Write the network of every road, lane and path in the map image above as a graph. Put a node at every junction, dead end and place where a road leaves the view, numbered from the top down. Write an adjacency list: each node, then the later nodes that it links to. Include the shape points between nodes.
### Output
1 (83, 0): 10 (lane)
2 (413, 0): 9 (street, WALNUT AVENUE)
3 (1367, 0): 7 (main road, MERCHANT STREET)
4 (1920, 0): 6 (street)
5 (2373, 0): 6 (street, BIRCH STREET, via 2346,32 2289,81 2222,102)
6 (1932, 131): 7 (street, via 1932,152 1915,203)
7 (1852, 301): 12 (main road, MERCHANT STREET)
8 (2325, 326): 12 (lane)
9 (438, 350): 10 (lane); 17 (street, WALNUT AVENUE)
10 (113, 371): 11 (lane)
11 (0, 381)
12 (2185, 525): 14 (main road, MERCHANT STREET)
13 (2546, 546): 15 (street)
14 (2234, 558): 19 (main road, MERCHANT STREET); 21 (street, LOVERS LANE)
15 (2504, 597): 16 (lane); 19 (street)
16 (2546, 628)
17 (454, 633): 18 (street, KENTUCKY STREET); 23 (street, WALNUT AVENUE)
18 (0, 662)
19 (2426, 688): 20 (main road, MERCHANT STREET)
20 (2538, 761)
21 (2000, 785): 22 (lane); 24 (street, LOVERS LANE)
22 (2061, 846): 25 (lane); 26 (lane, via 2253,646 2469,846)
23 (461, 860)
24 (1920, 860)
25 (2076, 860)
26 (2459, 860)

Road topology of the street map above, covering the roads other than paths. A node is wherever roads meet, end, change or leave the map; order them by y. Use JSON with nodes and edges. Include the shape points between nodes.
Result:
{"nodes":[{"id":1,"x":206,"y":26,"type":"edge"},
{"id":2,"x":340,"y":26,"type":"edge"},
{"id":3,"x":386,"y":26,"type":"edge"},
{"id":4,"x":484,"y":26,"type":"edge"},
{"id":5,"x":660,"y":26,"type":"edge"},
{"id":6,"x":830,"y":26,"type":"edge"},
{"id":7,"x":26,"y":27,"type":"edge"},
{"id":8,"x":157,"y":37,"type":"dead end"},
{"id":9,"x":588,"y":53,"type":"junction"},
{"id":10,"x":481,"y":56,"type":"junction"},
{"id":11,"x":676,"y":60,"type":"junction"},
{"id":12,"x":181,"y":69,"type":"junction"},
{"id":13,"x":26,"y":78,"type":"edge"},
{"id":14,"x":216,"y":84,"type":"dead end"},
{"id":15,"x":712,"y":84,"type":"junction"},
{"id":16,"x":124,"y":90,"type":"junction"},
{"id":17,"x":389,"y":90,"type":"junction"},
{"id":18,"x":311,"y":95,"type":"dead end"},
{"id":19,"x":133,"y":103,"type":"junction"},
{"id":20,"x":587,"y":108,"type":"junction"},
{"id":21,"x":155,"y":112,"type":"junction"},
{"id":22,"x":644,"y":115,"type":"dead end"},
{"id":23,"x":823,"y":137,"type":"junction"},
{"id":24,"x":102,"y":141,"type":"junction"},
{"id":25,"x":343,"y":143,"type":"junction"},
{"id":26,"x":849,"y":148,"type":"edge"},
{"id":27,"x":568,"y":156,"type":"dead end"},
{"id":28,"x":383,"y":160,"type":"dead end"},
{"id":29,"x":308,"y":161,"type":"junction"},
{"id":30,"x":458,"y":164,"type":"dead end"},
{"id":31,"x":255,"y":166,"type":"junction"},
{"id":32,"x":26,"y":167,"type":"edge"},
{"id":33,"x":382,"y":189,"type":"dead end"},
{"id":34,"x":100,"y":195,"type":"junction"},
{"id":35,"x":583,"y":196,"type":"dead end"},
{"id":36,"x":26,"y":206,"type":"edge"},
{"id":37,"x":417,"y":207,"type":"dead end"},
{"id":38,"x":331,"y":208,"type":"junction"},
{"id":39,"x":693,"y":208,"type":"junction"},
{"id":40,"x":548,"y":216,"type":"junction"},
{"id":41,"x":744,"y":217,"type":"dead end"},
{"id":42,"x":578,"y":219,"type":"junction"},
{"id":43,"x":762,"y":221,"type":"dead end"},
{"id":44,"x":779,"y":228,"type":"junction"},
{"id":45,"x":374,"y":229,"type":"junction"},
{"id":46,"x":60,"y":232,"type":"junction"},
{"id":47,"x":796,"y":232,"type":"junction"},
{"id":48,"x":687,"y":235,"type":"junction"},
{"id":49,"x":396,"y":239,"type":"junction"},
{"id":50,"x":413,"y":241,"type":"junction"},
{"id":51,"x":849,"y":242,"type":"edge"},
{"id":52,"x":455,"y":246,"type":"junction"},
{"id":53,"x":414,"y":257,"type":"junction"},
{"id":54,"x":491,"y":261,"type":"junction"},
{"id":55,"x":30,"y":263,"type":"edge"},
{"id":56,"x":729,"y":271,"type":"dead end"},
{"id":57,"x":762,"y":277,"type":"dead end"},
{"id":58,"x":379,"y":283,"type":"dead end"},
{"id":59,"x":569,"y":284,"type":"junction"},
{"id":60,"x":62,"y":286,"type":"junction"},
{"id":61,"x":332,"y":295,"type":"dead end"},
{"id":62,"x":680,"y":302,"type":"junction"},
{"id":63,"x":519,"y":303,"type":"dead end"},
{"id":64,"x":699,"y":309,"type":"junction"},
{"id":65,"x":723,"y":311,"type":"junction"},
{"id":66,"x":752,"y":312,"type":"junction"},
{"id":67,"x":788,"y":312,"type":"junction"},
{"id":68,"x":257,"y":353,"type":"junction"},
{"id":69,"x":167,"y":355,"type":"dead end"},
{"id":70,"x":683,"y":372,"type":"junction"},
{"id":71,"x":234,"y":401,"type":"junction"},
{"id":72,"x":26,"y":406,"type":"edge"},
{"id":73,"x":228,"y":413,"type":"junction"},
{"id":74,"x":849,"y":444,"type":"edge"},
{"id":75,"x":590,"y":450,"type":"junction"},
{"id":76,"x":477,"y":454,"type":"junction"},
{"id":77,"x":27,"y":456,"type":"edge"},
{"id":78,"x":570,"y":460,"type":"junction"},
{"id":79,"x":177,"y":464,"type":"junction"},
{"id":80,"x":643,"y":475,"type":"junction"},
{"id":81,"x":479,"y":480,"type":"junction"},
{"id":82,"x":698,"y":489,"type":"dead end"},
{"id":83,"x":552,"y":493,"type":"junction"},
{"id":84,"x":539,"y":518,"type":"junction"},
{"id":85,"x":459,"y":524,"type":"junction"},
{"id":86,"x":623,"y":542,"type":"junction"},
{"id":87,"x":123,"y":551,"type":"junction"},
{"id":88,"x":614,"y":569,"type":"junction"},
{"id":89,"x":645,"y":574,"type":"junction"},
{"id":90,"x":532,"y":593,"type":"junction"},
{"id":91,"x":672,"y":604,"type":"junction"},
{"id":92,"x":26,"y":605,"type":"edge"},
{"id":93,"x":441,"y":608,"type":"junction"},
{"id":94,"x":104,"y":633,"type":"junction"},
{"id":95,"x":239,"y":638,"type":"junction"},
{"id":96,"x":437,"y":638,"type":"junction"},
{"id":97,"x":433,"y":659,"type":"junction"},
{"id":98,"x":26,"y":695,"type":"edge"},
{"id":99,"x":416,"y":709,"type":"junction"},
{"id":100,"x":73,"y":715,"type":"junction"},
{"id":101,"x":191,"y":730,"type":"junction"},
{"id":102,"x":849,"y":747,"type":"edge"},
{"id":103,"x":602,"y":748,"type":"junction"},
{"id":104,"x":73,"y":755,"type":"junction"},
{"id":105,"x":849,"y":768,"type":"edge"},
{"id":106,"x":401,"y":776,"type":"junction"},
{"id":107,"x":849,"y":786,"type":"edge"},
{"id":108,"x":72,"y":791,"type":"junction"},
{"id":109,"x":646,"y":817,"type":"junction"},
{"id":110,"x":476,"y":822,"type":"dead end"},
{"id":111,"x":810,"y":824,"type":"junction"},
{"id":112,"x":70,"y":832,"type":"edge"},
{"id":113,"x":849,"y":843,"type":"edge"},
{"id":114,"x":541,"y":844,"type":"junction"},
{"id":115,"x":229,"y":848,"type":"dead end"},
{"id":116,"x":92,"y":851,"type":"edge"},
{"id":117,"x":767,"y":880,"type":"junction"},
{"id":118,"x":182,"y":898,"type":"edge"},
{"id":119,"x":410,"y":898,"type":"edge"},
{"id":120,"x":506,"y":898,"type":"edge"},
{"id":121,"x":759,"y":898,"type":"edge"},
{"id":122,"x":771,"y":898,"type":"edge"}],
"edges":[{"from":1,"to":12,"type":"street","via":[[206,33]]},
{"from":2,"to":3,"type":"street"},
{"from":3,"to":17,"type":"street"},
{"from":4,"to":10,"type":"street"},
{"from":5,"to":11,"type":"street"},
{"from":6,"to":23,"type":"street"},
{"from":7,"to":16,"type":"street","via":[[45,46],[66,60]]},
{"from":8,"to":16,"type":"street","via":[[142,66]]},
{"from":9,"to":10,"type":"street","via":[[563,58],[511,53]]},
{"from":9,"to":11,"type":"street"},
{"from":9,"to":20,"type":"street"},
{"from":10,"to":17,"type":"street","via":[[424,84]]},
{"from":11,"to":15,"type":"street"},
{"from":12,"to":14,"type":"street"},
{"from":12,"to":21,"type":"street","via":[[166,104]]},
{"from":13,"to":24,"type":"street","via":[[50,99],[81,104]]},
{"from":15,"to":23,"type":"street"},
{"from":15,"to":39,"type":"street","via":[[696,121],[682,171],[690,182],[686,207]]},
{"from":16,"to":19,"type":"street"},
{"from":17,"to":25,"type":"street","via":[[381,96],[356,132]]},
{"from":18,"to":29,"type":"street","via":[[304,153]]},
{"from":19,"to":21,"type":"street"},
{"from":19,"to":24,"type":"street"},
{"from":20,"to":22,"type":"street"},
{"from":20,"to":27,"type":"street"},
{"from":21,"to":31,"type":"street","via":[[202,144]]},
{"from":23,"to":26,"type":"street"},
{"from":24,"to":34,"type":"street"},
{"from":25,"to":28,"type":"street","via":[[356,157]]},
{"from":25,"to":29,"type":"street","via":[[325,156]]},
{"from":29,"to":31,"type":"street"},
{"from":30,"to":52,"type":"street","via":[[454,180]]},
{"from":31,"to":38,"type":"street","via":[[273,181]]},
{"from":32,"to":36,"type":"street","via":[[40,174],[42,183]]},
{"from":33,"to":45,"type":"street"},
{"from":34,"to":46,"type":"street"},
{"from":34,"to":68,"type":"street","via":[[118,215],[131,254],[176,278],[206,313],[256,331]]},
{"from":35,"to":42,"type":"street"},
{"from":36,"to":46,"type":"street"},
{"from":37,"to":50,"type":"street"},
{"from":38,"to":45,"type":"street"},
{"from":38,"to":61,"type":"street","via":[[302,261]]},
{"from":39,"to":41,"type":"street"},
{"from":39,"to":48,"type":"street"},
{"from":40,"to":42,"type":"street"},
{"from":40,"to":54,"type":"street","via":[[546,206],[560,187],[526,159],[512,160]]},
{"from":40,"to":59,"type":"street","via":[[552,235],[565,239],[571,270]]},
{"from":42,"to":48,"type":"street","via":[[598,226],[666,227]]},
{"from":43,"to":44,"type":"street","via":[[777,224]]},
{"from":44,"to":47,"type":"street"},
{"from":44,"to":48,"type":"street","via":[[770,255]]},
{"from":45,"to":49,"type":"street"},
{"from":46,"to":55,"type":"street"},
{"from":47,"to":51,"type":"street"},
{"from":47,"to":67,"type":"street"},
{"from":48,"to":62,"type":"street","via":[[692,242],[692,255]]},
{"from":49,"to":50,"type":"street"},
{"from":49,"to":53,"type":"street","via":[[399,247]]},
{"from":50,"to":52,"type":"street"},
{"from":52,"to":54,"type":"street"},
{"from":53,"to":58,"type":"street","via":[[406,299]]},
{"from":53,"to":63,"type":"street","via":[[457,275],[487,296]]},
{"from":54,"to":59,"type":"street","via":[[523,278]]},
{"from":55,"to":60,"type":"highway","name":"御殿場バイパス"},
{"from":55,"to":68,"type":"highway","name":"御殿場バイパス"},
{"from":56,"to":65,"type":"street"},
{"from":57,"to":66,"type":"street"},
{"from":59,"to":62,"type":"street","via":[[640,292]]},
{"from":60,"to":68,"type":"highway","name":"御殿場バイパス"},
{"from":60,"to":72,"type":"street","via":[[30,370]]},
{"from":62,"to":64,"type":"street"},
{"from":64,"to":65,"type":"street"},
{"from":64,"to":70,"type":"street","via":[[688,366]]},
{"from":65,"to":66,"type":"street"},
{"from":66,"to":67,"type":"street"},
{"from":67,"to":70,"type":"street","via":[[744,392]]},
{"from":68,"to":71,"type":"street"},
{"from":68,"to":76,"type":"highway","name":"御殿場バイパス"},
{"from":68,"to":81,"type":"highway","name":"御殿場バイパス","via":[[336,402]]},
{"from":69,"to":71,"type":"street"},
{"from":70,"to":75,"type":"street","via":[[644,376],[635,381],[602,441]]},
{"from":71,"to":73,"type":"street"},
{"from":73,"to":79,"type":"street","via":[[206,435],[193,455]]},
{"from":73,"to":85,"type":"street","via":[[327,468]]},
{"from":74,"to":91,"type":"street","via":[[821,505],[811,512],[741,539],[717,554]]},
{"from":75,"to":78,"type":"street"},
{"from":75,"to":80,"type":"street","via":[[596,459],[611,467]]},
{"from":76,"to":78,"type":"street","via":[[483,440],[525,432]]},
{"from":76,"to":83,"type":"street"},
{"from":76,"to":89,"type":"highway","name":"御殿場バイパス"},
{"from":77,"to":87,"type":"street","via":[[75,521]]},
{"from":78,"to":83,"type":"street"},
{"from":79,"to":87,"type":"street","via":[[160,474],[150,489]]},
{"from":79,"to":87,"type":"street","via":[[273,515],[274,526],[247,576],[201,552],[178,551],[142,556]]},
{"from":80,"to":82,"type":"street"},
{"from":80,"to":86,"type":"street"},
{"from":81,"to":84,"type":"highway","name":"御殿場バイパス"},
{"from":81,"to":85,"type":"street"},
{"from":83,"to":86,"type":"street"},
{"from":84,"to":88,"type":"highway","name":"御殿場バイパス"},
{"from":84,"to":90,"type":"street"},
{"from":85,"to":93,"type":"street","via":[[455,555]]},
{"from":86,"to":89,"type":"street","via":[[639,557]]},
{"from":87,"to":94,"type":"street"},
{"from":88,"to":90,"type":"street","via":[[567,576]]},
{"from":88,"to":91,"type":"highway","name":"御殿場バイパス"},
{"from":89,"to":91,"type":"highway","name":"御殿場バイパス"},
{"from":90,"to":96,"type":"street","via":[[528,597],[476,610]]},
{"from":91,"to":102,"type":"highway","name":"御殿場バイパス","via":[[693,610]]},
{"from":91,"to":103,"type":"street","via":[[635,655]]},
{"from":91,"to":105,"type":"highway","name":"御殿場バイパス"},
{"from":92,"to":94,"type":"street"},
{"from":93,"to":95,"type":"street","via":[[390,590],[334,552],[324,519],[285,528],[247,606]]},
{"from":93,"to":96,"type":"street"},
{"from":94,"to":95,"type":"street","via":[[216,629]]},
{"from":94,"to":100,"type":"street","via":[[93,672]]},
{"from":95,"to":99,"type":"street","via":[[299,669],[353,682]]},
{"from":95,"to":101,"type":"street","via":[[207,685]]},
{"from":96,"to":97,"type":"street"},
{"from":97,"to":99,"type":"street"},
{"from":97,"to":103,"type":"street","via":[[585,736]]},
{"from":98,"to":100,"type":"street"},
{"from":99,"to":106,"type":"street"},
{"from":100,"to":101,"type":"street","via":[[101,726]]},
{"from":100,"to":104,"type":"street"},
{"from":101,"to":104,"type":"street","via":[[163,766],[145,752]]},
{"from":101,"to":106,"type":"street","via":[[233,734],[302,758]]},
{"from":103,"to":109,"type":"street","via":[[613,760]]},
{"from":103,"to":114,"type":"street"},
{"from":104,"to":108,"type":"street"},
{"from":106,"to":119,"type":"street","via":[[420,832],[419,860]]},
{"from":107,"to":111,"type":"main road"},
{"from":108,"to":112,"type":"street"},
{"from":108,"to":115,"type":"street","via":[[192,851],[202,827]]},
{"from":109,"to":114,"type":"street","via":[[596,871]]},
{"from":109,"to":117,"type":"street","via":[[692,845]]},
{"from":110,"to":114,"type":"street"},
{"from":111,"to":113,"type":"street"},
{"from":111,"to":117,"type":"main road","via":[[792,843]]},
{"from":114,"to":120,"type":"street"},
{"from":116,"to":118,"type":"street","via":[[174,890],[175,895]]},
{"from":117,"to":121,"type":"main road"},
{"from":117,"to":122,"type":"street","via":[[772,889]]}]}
------------------------------------------------------------------------
▶ [EXERCISE OBJECTIVE]:
When a line in the material above includes "LOVERS", report that line by copying it.

▶ [WRITTEN SOLUTION]:
14 (2234, 558): 19 (main road, MERCHANT STREET); 21 (street, LOVERS LANE)
21 (2000, 785): 22 (lane); 24 (street, LOVERS LANE)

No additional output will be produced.